What about overall performance?
overall_performance <- tidy_flights %>%
group_by(airline) %>%
summarize(tot_delayed = sum(delayed), tot_ontime = sum(`on time`), overall_delay_rate = round((sum(delayed)/(sum(`on time`) + sum(delayed))),2))
overall_performance
## # A tibble: 2 x 4
## airline tot_delayed tot_ontime overall_delay_rate
## * <chr> <dbl> <dbl> <dbl>
## 1 ALASKA 501 3274 0.13
## 2 AM WEST 787 6438 0.11
\(\texttt{overall_performance}\) shows that, even though Alaska demonstrates better on-time performance at each destination, its overall delay rate is higher than that of AM West. This may seem like a paradox: how could an airline with better performance at any given destination be worse overall? The apparent paradox arises from the intuition that the overall delay rate must be an average of individual delay rates. Actually, the overall delay rate is a weighted average rather than a straight average. Each delay rate is weighted by the number of flights it summarizes. For AM West, this means there is a very large weight on their low delay-rate at Phoenix. For Alaska, the largest weight lies on their relatively high delay-rate at Seattle.
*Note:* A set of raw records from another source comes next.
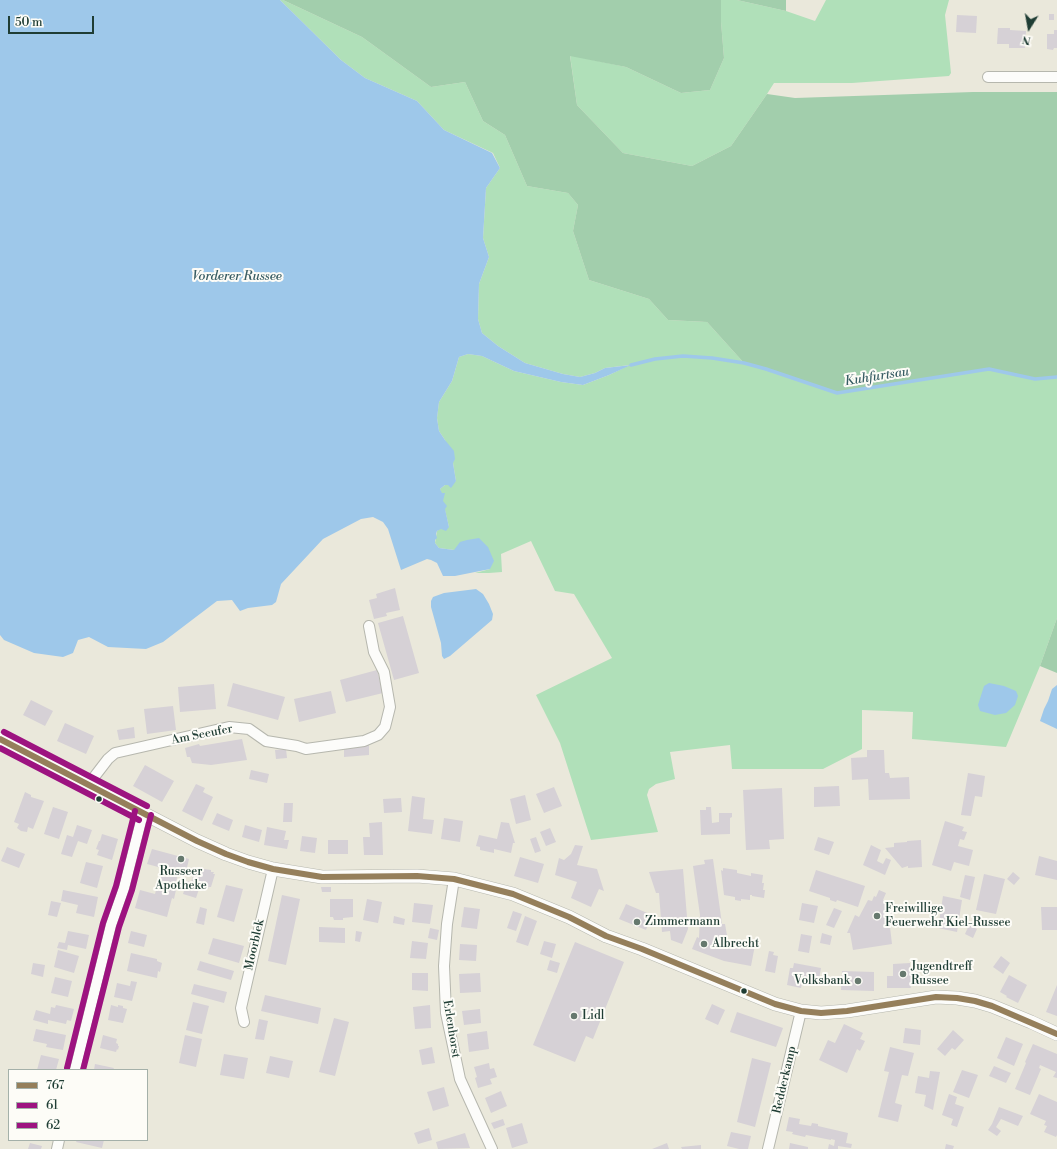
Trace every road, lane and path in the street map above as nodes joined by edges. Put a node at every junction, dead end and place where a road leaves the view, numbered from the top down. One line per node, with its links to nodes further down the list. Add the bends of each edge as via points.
1 (988, 77): 2 (street)
2 (1057, 77)
3 (369, 626): 5 (street, Am Seeufer, via 374,652 384,672 390,706 385,727 378,735 364,741 306,749 266,741 249,729 229,727 115,753)
4 (0, 739): 5 (street)
5 (88, 785): 6 (street)
6 (143, 814): 7 (street, via 226,854); 12 (street, via 124,888 111,924)
7 (273, 869): 8 (street, via 322,877 417,876); 10 (street, Moorblek, via 241,1008)
8 (454, 879): 9 (street, via 513,894 569,917 606,936 775,1004); 13 (street, Erlenhorst, via 444,966 446,1013 460,1079)
9 (801, 1011): 11 (street, via 847,1011 936,997 957,998 992,1006); 14 (street, Redderkamp)
10 (244, 1022)
11 (1057, 1034)
12 (75, 1069)
13 (492, 1149)
14 (768, 1149)

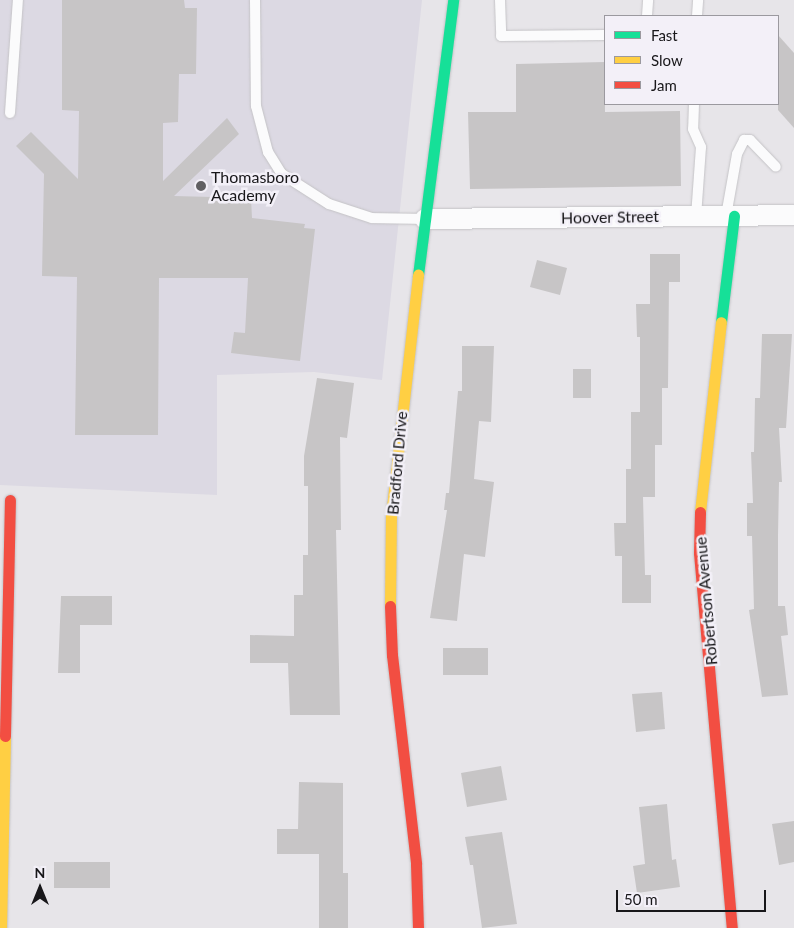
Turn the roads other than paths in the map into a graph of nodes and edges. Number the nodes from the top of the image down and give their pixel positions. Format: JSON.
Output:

These weights mean that AM West’s overall delay rate is less than it would be as a straight average of its delay rates at each destination. Alaska’s delay rate is greater.
The surprising consequence is that the overall average delay rate is misleading when it comes to choosing flights with low likelihoods of delay. Even though Alaska’s overall delay-rate is higher, it remains the best choice for any destination.